Parents and grandparents can transfer unused 529 funds

Most likely, many of your clients want to save for their children or grandchildren’s education, which is typically done by investing money in a 529 college savings plan. To alleviate the concern that any unused savings would be stuck in the plan, SECURE 2.0 allows the money to be used beyond college.

Beginning January 1, 2024, your clients can roll over money in a 529 plan to a Roth IRA for the beneficiary as long as the 529 plan has been open for 15 years or more and the money and earnings have been in the plan for at least five years.2  This means they can consider continuing contributions to a 529 plan during the student’s undergraduate years in anticipation of graduate school, knowing there’s still a benefit if the funds aren’t used for that.

Retirees have more flexibility in managing their savings

SECURE 2.0 increases the required minimum distribution (RMD) age from 70½ to 73, delaying the point at which a retiree is required to withdraw pre-tax savings and include it in their taxable income. This change creates an opportunity to ensure your clients’ investment and withdrawal strategies take the extended time frame into account. It can also lead to conversations about investments, asset allocation, and tax-efficient withdrawal strategies, to name a few.

Opportunity Description
For Age 70½ and older:
One-time qualified charitable donation (QCD) election to a split-interest entity An ability for donors to make a QCD of up to $50,000 to fund one of either a charitable remainder unitrust, charitable remainder annuity trust, or charitable gift annuity.
For All Retirees:
Increase in age for required beginning date for mandatory distributions Increases the required minimum distribution age to 73 starting on January 1, 2023, and to 75 starting on January 1, 2033.
Qualifying longevity annuity contracts (QLAC) Repeals the 25% limit and allows up to $200,000 (indexed) to be used from an account balance to purchase a QLAC.
Roth plan distribution rules Starting January 1, 2024, eliminates the pre-death distribution requirement for RMDs in Roth accounts in employer plans.
Reduction in excise tax on certain accumulations in qualified retirement plans Reduces the penalty for failure to take RMDs from 50% to 25%; and if a failure to take a RMD from an IRA is corrected in a timely manner, the excise tax on the failure is further reduced from 25% to 10%.

Retirement Plans

SECURE 2.0 includes additional considerations for employers who sponsor a retirement plan and their participants, presenting an opportunity to help them understand the changes and evaluate new features that are available. Several of these changes are required, for example, relying on participants to certify that hardship distribution conditions are met, while others are optional, for example, offering emergency savings accounts or student loan matching beginning in 2024.  Review SECURE 2.0: Benefits for Individuals and Retirement Plans for more details on all of the provisions applicable for employers.

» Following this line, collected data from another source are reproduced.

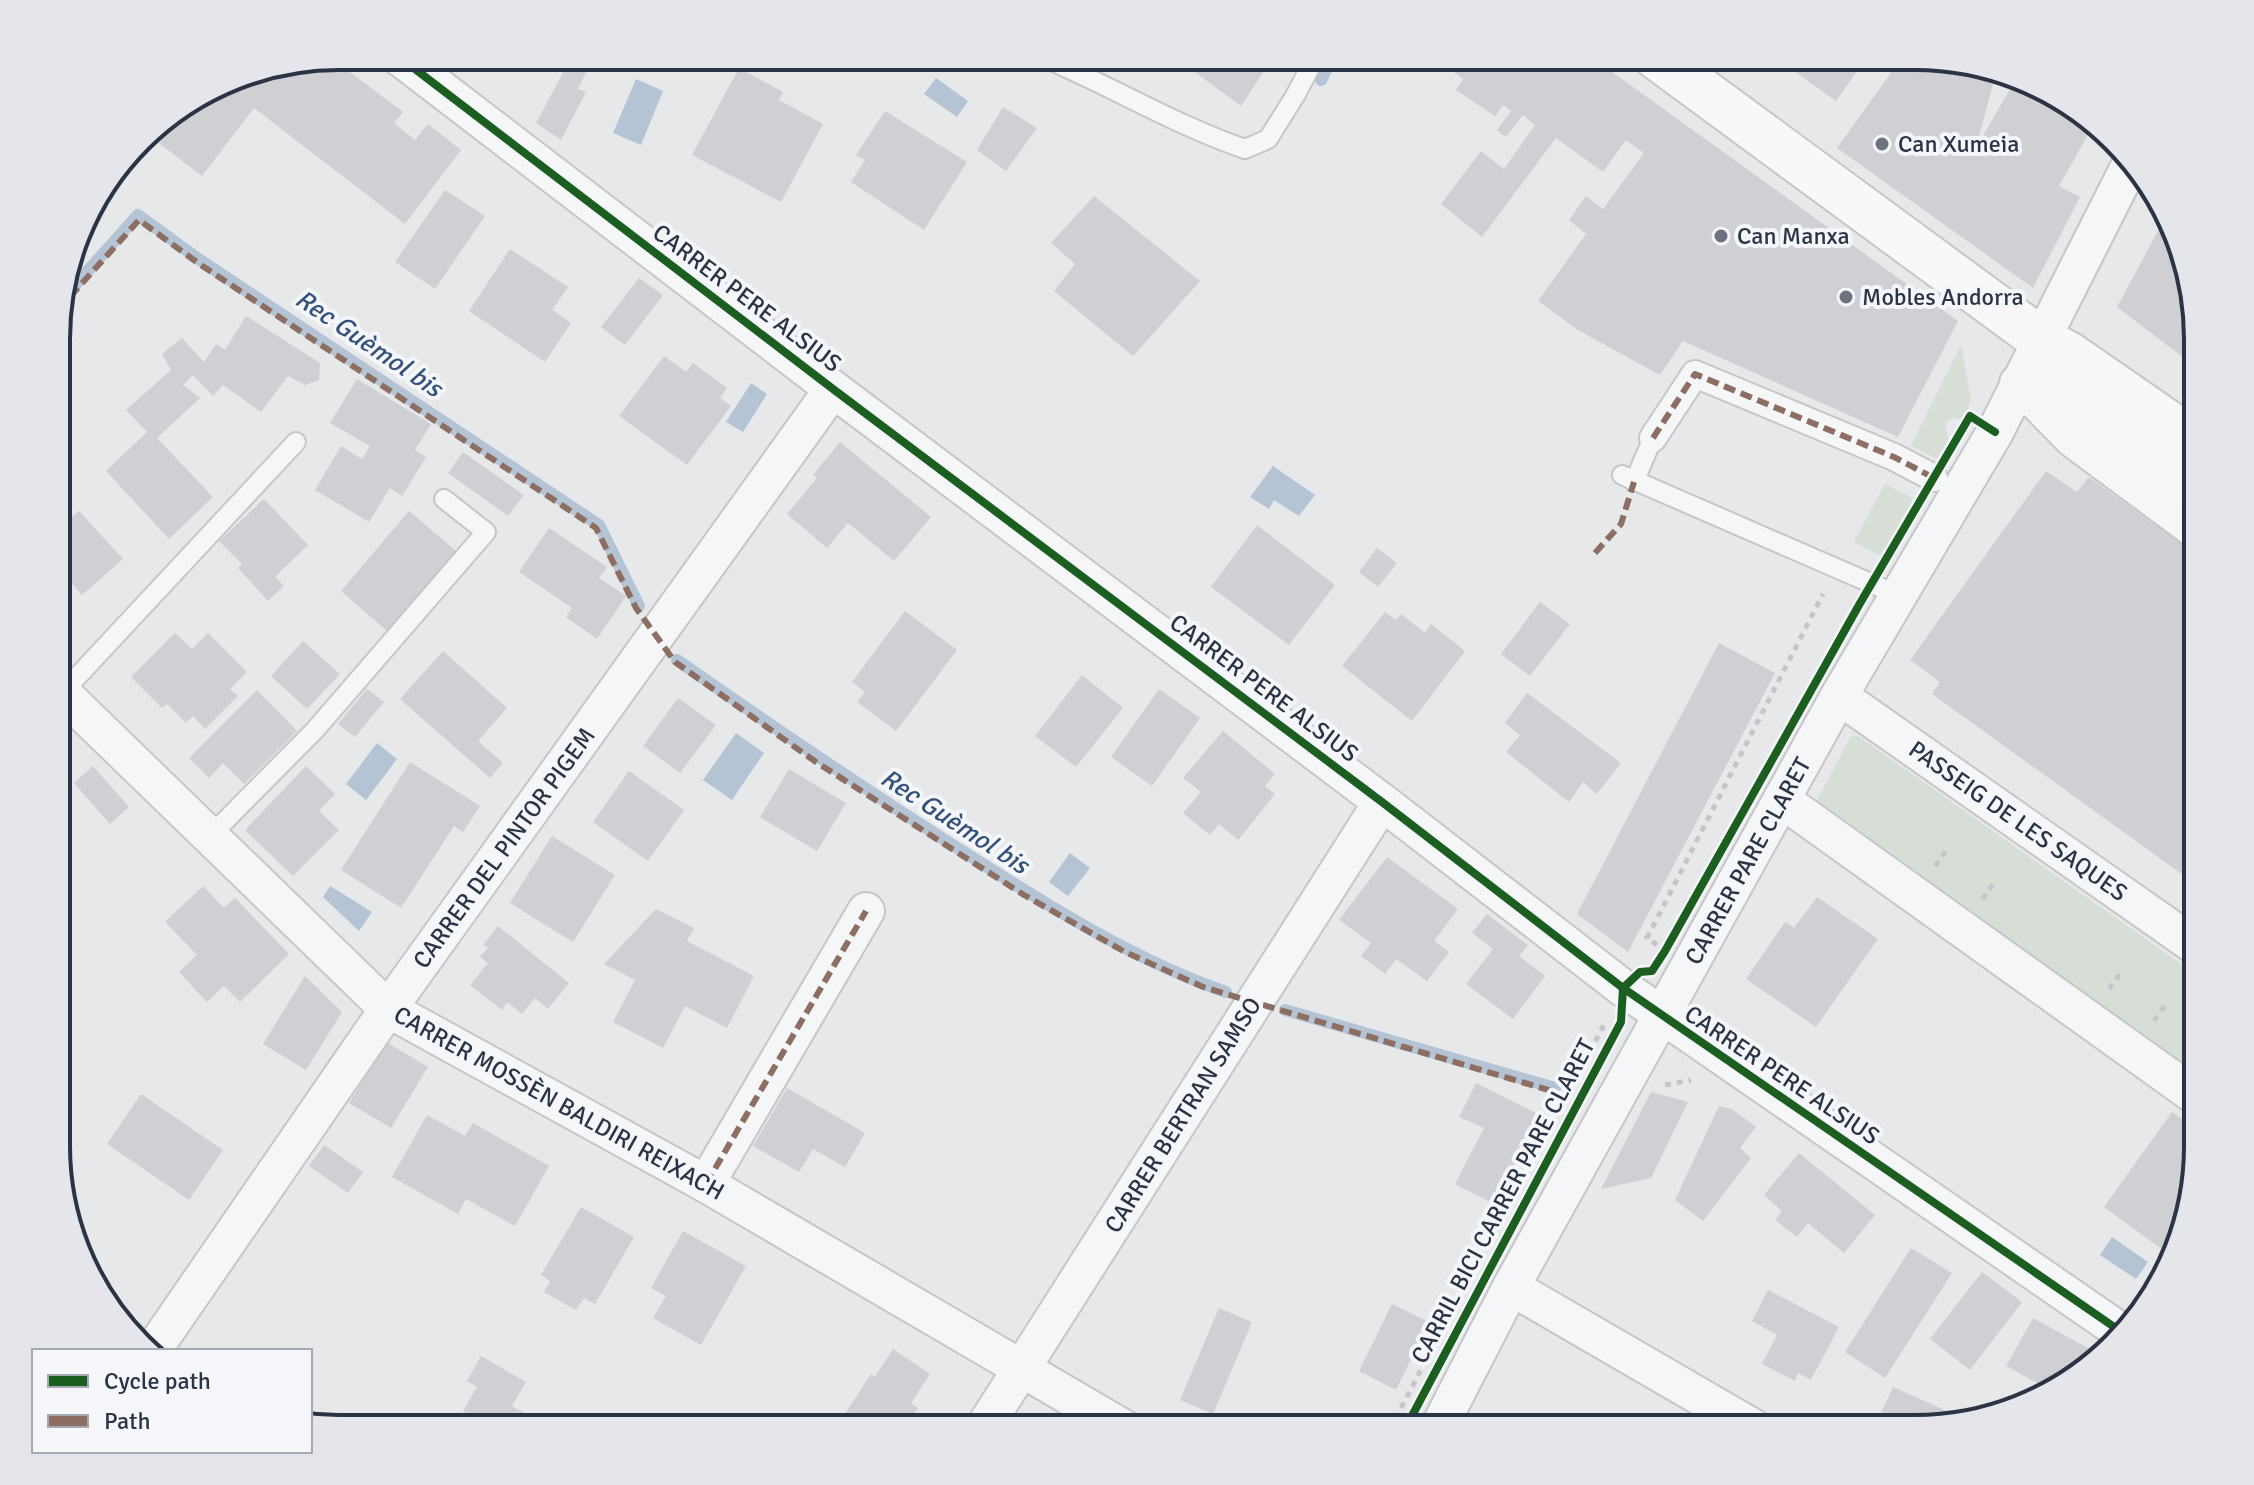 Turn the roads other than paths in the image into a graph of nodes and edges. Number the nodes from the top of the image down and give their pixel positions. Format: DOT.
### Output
graph roads {
  1 [pos="1308,70"];
  2 [pos="1674,70"];
  3 [pos="418,71"];
  4 [pos="1075,71"];
  5 [pos="2126,173"];
  6 [pos="2040,339"];
  7 [pos="2018,383"];
  8 [pos="833,389"];
  9 [pos="2075,393"];
  10 [pos="2183,433"];
  11 [pos="1653,438"];
  12 [pos="296,442"];
  13 [pos="2183,453"];
  14 [pos="2183,475"];
  15 [pos="1934,478"];
  16 [pos="444,499"];
  17 [pos="2183,521"];
  18 [pos="1898,595"];
  19 [pos="70,680"];
  20 [pos="1839,696"];
  21 [pos="70,701"];
  22 [pos="1782,800"];
  23 [pos="1382,802"];
  24 [pos="210,836"];
  25 [pos="866,911"];
  26 [pos="2183,937"];
  27 [pos="388,1009"];
  28 [pos="1662,1016"];
  29 [pos="2183,1087"];
  30 [pos="706,1184"];
  31 [pos="1511,1287"];
  32 [pos="2113,1327"];
  33 [pos="157,1344"];
  34 [pos="1022,1367"];
  35 [pos="1446,1414"];
  36 [pos="1730,1414"];
  37 [pos="992,1415"];
  38 [pos="1101,1415"];
  1 -- 4 [label="lane"];
  2 -- 6 [label="main road"];
  3 -- 8 [label="street, CARRER PERE ALSIUS"];
  5 -- 6 [label="street, CARRER PARE CLARET"];
  6 -- 7 [label="street, CARRER PARE CLARET"];
  6 -- 9 [label="main road"];
  6 -- 10 [label="main road"];
  7 -- 9 [label="street"];
  7 -- 17 [label="street"];
  7 -- 18 [label="street, CARRER PARE CLARET"];
  8 -- 23 [label="street, CARRER PERE ALSIUS"];
  8 -- 27 [label="street, CARRER DEL PINTOR PIGEM"];
  9 -- 13 [label="street"];
  9 -- 14 [label="main road"];
  11 -- 15 [label="street"];
  11 -- 18 [label="lane"];
  12 -- 19 [label="lane"];
  16 -- 24 [label="lane"];
  18 -- 20 [label="street, CARRER PARE CLARET"];
  20 -- 22 [label="street, CARRER PARE CLARET"];
  20 -- 26 [label="street, PASSEIG DE LES SAQUES"];
  21 -- 24 [label="street, CARRER MOSSÈN BALDIRI REIXACH"];
  22 -- 28 [label="street, CARRER PARE CLARET"];
  22 -- 29 [label="street"];
  23 -- 28 [label="street, CARRER PERE ALSIUS"];
  23 -- 34 [label="street, CARRER BERTRAN SAMSO"];
  24 -- 27 [label="street, CARRER MOSSÈN BALDIRI REIXACH"];
  25 -- 30 [label="street"];
  27 -- 30 [label="street, CARRER MOSSÈN BALDIRI REIXACH"];
  27 -- 33 [label="street, CARRER DEL PINTOR PIGEM"];
  28 -- 31 [label="street, CARRER PARE CLARET"];
  28 -- 32 [label="street, CARRER PERE ALSIUS"];
  30 -- 34 [label="street, CARRER MOSSÈN BALDIRI REIXACH"];
  31 -- 35 [label="street, CARRER PARE CLARET"];
  31 -- 36 [label="street"];
  34 -- 37 [label="street, CARRER BERTRAN SAMSO"];
  34 -- 38 [label="street, CARRER MOSSÈN BALDIRI REIXACH"];
}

SECURE 2.0 was designed to help more people prepare for retirement and it also provides additional financial planning considerations for your clients. Take this opportunity to talk with your clients about how they can take advantage of these benefits.

RELATED RESOURCES

SECURE 2.0: Benefits for Individuals and Retirement Plans

Learn more about SECURE 2.0—including benefits for small business owners, parents/grandparents, retirees, participants, and employers — and educate your clients on the financial and retirement planning considerations the legislation provides.

All information is accurate as of November 1, 2023. Additional guidance or regulations may be issued after this date that change/clarify individual provisions.

1 For plan years beginning after December 29, 2022.

2 This amount counts toward the year’s allowable contribution limit to the Roth IRA and cannot exceed that year's allowable contribution limit.